J’essaie, en somme, d’être meilleure que vous. De réussir où vous vous voyiez échouer. Oui, vous. Pas moi. Ce n’était pas mon échec que vous craigniez. C’était le vôtre.
Je voudrais dire, à mes compagnon*nes activistes :
De mon cerveau, sont restés : des fragments. Des moments. Que parfois j’arrive à additionner, assez longtemps, pour participer. Pour être avec vous. Mais parfois seulement. Ensuite ça casse, et pour aller en chercher les morceaux, je suis seule. Je ne peux jamais oublier ça. Même quand les étoiles s’alignent un moment et que nous sommes au diapason, je n’oublie pas. Pardonnez-moi.
Pour être mieux ensemble, je voudrais que nos mouvements parlent aussi de solitude.
Je voudrais dire à celleux que j’essaie d’aimer, et à celleux qui essaient de m’aimer :
Je peux être seule. Je peux être seule. Je peux être seule. Je peux être seule et vous aimer de loin.

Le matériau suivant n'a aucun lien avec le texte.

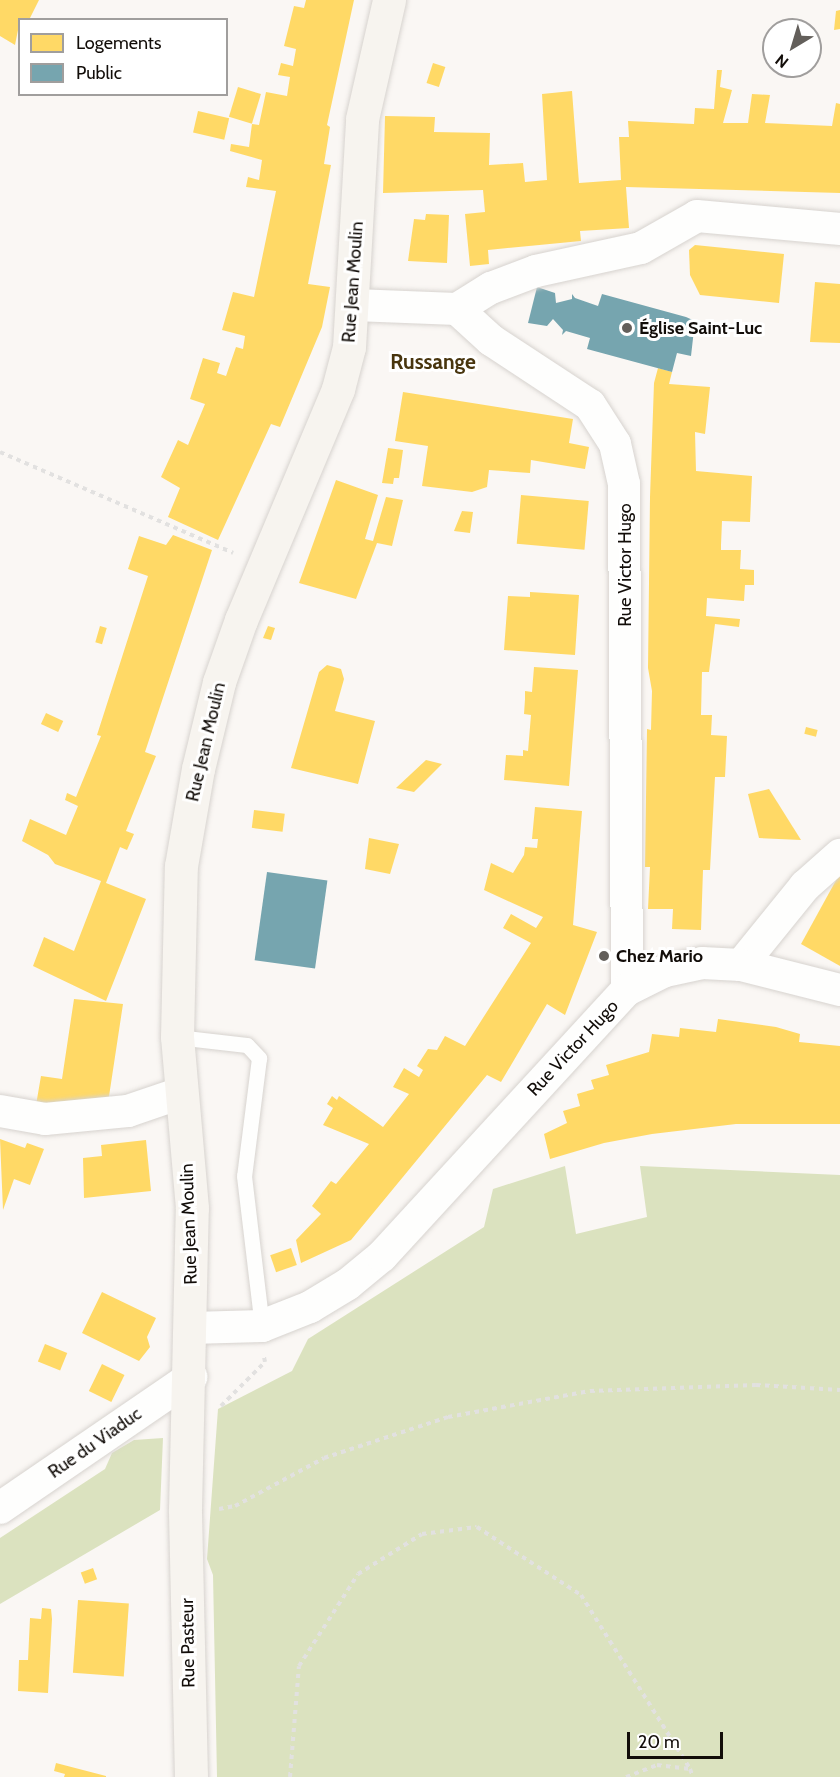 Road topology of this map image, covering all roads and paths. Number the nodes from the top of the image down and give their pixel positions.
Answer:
1 (389, 0) edge
2 (840, 229) edge
3 (354, 305) junction
4 (457, 309) junction
5 (0, 452) edge
6 (213, 545) dead end
7 (840, 855) edge
8 (741, 965) junction
9 (627, 990) junction
10 (840, 990) edge
11 (177, 1037) junction
12 (181, 1093) junction
13 (0, 1111) edge
14 (262, 1326) junction
15 (191, 1328) junction
16 (191, 1377) junction
17 (840, 1390) edge
18 (0, 1508) edge
19 (185, 1509) junction
20 (690, 1769) junction
21 (191, 1777) edge
22 (290, 1777) edge
23 (626, 1777) edge
24 (693, 1777) edge

1 - 3 main road, Rue Jean Moulin
2 - 4 street
3 - 4 street
3 - 11 main road, Rue Jean Moulin
4 - 9 street, Rue Victor Hugo
5 - 6 path
7 - 8 street
8 - 9 street
8 - 10 street
9 - 14 street, Rue Victor Hugo
11 - 12 main road, Rue Jean Moulin
11 - 14 lane
12 - 13 street
12 - 15 main road, Rue Jean Moulin
14 - 15 street, Rue Victor Hugo
15 - 16 main road, Rue Jean Moulin
16 - 18 street, Rue du Viaduc
16 - 19 main road, Rue Jean Moulin
17 - 19 path
19 - 21 main road, Rue Pasteur
20 - 22 path
20 - 23 path
20 - 24 path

Je peux aimer beaucoup, immensément, de très loin. C’est plus facile pour moi.
Je voudrais dire à celleux que j’essaie d’aimer, et à celleux qui essaient de m’aimer :
Il y a un être qui vit en moi, qui ne sort que lorsqu’il s’agit d’aimer, ou d’écrire. Ce n’est pas moi. C’est cette partie de moi qu’il m’appartient d’essayer de consoler de tout ce que la vie n’offre pas. De ce que le monde n’offre pas. De ce qu’on a perdu. De ce qu’on ne sait pas fabriquer, mais dont on a besoin.

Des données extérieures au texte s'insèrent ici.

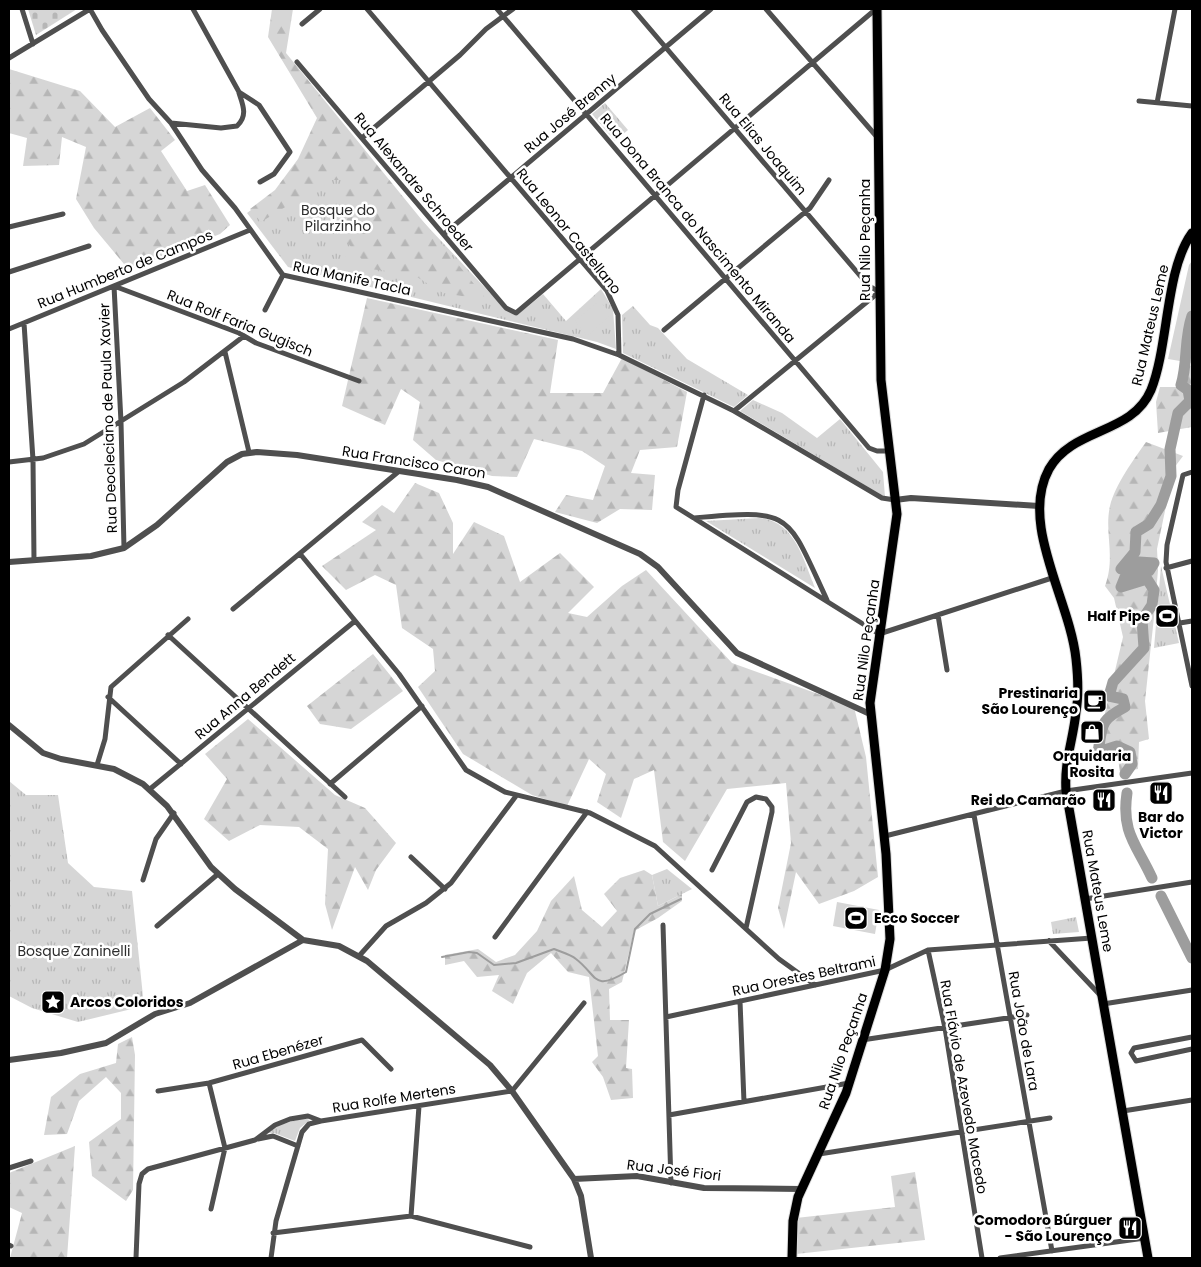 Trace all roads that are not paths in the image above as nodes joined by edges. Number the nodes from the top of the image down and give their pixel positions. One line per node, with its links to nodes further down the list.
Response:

Je voudrais dire à celleux que j’essaie d’aimer, et à celleux qui essaient de m’aimer:
Je ne sais pas si je peux vous aimer de près mais l’amour, c’est ce que je voudrais essayer. Sans vous je ne peux rien risquer, ni sauver.
Luce

Dessin au stylo très fin : un grand rectangle rempli de petite bulles (?) de petits gravillons (?) bleus. En bas, au centre, une jeune femme dessinée en traits rouges, en robe d’été. Elle est allongée sur le côté, la tête vers le haut de l’image, le regard tournée vers la gauche. Son bras gauche, celui du dessous, est tendu et s’enfonce dans le fond de bulles/gravillons bleus. Seule la main en ressort.
Illustration par Papier
Merci pour ce témoignage, et bon courage 🙂
Merci, merci d’écrire sans autres objectifs, sans autres objectifs qu’aimer, être aimer? (…et pourquoi faire puisque je ne sais même pas redonner cet amour en retour…non, justement faire voir que déjà s’exprimer c’est se donner, aux autres…et à soi!). A moi, ton texte me donne le courage d’écrire aussi, et sans objectif, juste pour lâcher aussi ce trop plein, TROP PLEIN DE VIDE, manque de confiance,TRAHIS, par MOI-Même, les autres? Qui fait mon identité…ne me laisse pas!
Non, en fait, juste TRAHIS LA CONFIANCE que j’ai en elles/eux et surtout en moi-même, et ma capacité à ne pas trop me faire confiance ni à qui que ce soit d’autres, alors, je me retrouve seul.e et enfin, je vois ce que je”vaut”(sale langage capitaliste!) vis à vis de moi (ou des autres puisque nous sommes pareillement différent.e.S..et seule la jalousie nous permettrait de nous comparer?
..stOP!) trop de crises IDentitaire, je suis ce QUI? Et que, faire au fur & à mesure…déjà suffit!